A 14th-round pick in 2013, Schultz has done two things very well throughout his short pro career – strike guys out and limit his hits allowed. Unfortunately for him, he has not be nearly as successful at limiting his walks allowed or at getting ground-balls. Schultz has a free and easy delivery with plus velo on his fastball (93-to-95 mph) to go with a serviceable breaking ball. When he is on, he can be overpowering, and generate significant swing and miss. Since being drafted, he has averaged 11.1 Ks/9 and 7.1 Hits/9, including 11.2 Ks/9 in 2015, his first season at Double-A, and 10.6 Ks/9 thus far in 2016, his first taste of Triple-A action. He has also put up a .226 BAA through 108.1 IP for Durham, up slightly from the .216 mark he posted for Montgomery last year.
So how is a 25-year-old that’s putting up those kind of numbers not in the big leagues for a last place club AND not even on the 40-man roster? Well, the career 5.2 BB/9 is the first big clue. He has made some improvements in 2016, posting a 4.5 BB/9 over 108.1 IP down from the 6.0 BB/9 through 135 IP last season – but after seeing him throw against Toledo on 7/27, it is apparent that while he has increased the number of strikes he is throwing, the number of quality strikes is still shockingly low. He was behind in the count often, and it took him 108 pitches to get through 5.2 IP. He showed that he has the stuff to battle back from bad counts – he struck out seven over that span – but he hit his spot maybe one out of every four pitches, missing up in the zone often with the fastball where the pitch tends to flatten out and not have the same life it gets when down.
He is a strong kid, well put together with fairly simple mechanics. He doesn’t require a ton of effort to generate the velocity and held his velo well late into his outing. That arm strength carries over to the breaking ball, where he generates some tight spin and occasional hard finish. While he showed above average with the curveball, it was wildly inconsistent, and he really had to back off in order to throw it for strikes.

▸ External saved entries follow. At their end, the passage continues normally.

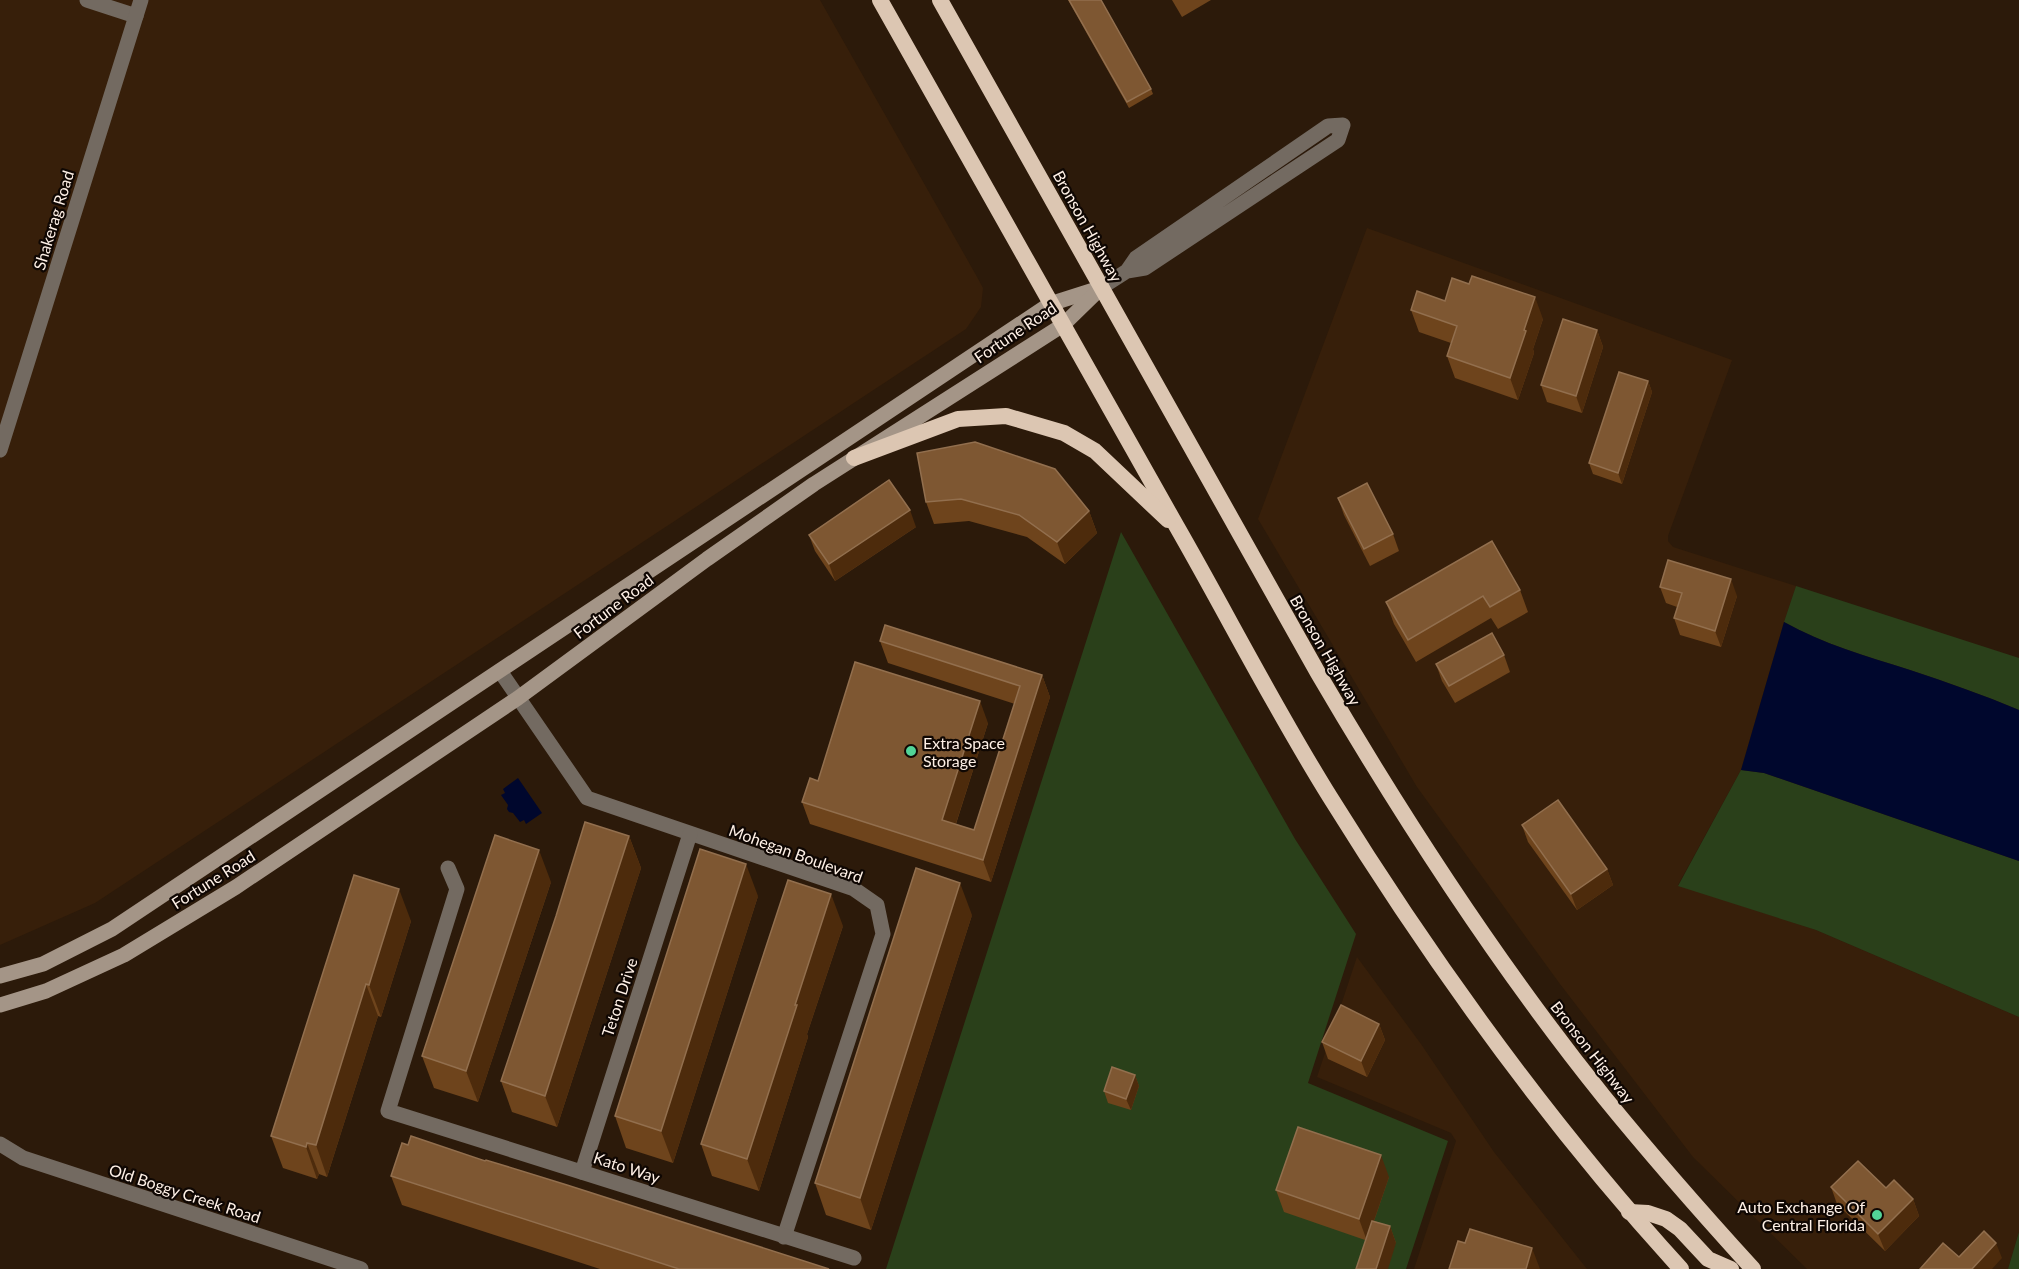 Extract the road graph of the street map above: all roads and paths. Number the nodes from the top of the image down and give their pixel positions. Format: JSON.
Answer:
{"nodes":[{"id":1,"x":87,"y":0,"type":"edge"},
{"id":2,"x":141,"y":0,"type":"edge"},
{"id":3,"x":880,"y":0,"type":"edge"},
{"id":4,"x":940,"y":0,"type":"edge"},
{"id":5,"x":136,"y":16,"type":"junction"},
{"id":6,"x":1127,"y":271,"type":"junction"},
{"id":7,"x":1102,"y":287,"type":"junction"},
{"id":8,"x":1050,"y":304,"type":"junction"},
{"id":9,"x":1063,"y":325,"type":"junction"},
{"id":10,"x":0,"y":450,"type":"edge"},
{"id":11,"x":854,"y":458,"type":"junction"},
{"id":12,"x":1181,"y":533,"type":"junction"},
{"id":13,"x":500,"y":671,"type":"junction"},
{"id":14,"x":518,"y":698,"type":"junction"},
{"id":15,"x":690,"y":834,"type":"junction"},
{"id":16,"x":448,"y":868,"type":"dead end"},
{"id":17,"x":0,"y":976,"type":"edge"},
{"id":18,"x":0,"y":1005,"type":"edge"},
{"id":19,"x":0,"y":1143,"type":"edge"},
{"id":20,"x":582,"y":1172,"type":"junction"},
{"id":21,"x":1629,"y":1212,"type":"junction"},
{"id":22,"x":784,"y":1237,"type":"junction"},
{"id":23,"x":854,"y":1258,"type":"dead end"},
{"id":24,"x":361,"y":1269,"type":"edge"},
{"id":25,"x":1682,"y":1269,"type":"edge"},
{"id":26,"x":1731,"y":1269,"type":"edge"},
{"id":27,"x":1753,"y":1269,"type":"edge"}],
"edges":[{"from":1,"to":5,"type":"street"},
{"from":2,"to":5,"type":"street","name":"Shakerag Road"},
{"from":3,"to":8,"type":"highway"},
{"from":4,"to":7,"type":"highway","name":"Bronson Highway"},
{"from":5,"to":10,"type":"street","name":"Shakerag Road"},
{"from":6,"to":6,"type":"street"},
{"from":6,"to":7,"type":"street"},
{"from":7,"to":8,"type":"main road","name":"Fortune Road"},
{"from":7,"to":9,"type":"main road","name":"Fortune Road"},
{"from":7,"to":27,"type":"highway","name":"Bronson Highway"},
{"from":8,"to":9,"type":"highway"},
{"from":8,"to":13,"type":"main road","name":"Fortune Road"},
{"from":9,"to":11,"type":"main road","name":"Fortune Road"},
{"from":9,"to":12,"type":"highway"},
{"from":11,"to":12,"type":"highway"},
{"from":11,"to":14,"type":"main road","name":"Fortune Road"},
{"from":12,"to":21,"type":"highway"},
{"from":13,"to":14,"type":"street","name":"Mohegan Boulevard"},
{"from":13,"to":17,"type":"main road","name":"Fortune Road"},
{"from":14,"to":15,"type":"street","name":"Mohegan Boulevard"},
{"from":14,"to":18,"type":"main road","name":"Fortune Road"},
{"from":15,"to":20,"type":"street","name":"Teton Drive"},
{"from":15,"to":22,"type":"street","name":"Mohegan Boulevard"},
{"from":16,"to":20,"type":"street","name":"Kato Way"},
{"from":19,"to":24,"type":"street","name":"Old Boggy Creek Road"},
{"from":20,"to":22,"type":"street","name":"Kato Way"},
{"from":21,"to":25,"type":"highway"},
{"from":21,"to":26,"type":"highway"},
{"from":22,"to":23,"type":"street","name":"Kato Way"}]}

So even though he is getting old to be considered a prospect, he didn’t sign until he was 22 and he has moved moved up a level each year since then. It has not been the rapid rise you hope for with a college arm, but in the 14th round, the arm strength alone should be seen as a win for the organization. That is not to say that he is ready to be thrown into the fire in Tampa Bay, but if the walks continue to go in the right direction and he can at least show the better breaking ball for strikes, I believe that he will be able to replicate the swing and miss at the next level. Ultimately I think he is a bullpen guy, and the sooner he makes that move the better. He has match-up stuff and in shorter looks the below-average command may be slightly less of a factor. While he is yet to be put on the 40-man, I would not at all be surprised to see Tampa Bay add him in September to get a better feel for what they have going into 2017.